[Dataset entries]

────────────────

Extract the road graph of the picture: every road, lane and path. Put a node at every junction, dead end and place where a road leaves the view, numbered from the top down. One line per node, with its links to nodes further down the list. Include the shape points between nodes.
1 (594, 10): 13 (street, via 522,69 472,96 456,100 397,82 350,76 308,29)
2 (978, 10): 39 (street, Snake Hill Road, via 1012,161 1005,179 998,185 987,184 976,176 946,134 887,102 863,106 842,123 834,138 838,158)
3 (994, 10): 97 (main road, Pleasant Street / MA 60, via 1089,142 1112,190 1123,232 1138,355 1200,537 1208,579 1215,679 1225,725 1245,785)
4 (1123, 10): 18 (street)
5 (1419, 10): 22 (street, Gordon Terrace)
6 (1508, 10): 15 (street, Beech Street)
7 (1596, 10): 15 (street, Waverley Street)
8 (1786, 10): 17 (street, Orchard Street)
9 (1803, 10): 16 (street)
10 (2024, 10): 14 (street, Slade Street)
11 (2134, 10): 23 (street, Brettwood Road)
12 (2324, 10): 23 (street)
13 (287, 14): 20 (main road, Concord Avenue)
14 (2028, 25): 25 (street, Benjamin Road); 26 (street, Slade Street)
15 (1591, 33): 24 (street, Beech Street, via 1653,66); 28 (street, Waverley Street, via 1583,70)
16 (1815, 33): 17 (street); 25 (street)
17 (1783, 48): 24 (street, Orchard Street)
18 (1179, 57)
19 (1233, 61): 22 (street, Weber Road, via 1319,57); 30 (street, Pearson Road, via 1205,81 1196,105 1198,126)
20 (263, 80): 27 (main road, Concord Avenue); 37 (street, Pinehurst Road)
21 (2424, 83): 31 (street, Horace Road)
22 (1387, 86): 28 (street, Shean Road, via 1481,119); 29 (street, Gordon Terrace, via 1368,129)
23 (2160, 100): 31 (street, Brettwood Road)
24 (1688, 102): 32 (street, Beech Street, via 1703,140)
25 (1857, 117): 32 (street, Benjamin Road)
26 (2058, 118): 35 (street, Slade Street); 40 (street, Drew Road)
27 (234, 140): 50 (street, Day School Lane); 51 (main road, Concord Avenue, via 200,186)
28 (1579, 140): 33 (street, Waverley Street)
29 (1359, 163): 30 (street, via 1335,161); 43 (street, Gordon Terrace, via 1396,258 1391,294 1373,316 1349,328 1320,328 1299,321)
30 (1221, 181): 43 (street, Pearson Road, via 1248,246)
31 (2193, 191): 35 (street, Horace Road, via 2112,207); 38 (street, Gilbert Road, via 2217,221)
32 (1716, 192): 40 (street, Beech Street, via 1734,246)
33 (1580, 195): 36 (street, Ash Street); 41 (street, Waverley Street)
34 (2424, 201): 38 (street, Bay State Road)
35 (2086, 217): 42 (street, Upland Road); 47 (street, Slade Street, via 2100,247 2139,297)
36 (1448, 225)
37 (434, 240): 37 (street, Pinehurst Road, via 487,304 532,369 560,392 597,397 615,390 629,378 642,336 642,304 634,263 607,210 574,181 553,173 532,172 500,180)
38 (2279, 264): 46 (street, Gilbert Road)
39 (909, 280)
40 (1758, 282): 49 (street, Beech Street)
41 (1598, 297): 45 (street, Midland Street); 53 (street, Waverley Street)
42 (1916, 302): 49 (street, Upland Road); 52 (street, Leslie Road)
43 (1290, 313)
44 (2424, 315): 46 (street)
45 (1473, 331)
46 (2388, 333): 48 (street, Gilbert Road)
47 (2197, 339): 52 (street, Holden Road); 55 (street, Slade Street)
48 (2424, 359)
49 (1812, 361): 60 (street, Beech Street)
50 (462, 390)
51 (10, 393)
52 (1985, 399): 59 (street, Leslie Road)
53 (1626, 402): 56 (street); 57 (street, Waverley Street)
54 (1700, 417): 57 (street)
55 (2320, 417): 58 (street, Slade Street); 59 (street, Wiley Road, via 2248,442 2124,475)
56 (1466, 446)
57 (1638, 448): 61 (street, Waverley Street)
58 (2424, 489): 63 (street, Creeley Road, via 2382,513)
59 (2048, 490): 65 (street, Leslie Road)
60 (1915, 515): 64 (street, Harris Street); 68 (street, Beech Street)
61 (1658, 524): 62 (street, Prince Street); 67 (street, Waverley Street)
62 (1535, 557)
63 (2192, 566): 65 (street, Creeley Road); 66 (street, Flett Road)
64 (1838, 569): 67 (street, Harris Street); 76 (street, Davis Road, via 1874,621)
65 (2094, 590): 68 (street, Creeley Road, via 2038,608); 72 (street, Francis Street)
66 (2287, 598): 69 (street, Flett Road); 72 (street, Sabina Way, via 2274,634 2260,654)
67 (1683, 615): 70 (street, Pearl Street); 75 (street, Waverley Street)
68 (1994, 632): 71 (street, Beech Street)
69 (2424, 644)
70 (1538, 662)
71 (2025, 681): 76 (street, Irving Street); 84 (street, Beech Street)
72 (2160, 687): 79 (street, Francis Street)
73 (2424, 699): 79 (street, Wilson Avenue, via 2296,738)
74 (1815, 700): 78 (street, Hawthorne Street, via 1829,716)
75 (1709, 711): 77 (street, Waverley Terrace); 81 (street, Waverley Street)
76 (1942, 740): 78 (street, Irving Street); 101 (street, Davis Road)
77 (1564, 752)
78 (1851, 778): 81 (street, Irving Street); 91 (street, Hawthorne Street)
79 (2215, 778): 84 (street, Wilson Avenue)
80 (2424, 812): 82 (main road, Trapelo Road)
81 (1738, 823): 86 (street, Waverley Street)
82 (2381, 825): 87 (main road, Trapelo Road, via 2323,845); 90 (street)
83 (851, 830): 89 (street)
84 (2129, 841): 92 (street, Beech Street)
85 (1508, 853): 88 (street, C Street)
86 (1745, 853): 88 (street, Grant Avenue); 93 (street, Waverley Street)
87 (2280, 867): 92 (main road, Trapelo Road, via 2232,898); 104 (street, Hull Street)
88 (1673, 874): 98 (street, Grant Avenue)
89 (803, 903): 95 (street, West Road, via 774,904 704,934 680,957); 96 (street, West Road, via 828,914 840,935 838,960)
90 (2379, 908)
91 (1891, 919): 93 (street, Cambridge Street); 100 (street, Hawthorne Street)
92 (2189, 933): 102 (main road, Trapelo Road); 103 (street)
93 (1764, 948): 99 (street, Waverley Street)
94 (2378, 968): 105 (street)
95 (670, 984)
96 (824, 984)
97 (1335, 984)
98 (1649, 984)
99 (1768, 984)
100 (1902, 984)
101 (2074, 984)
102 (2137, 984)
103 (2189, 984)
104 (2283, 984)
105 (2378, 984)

────────────────

◆ Task to carry out: The answer must be a single number: the count of lines in the data that contain the word "Leslie".

◆ Your solution: 3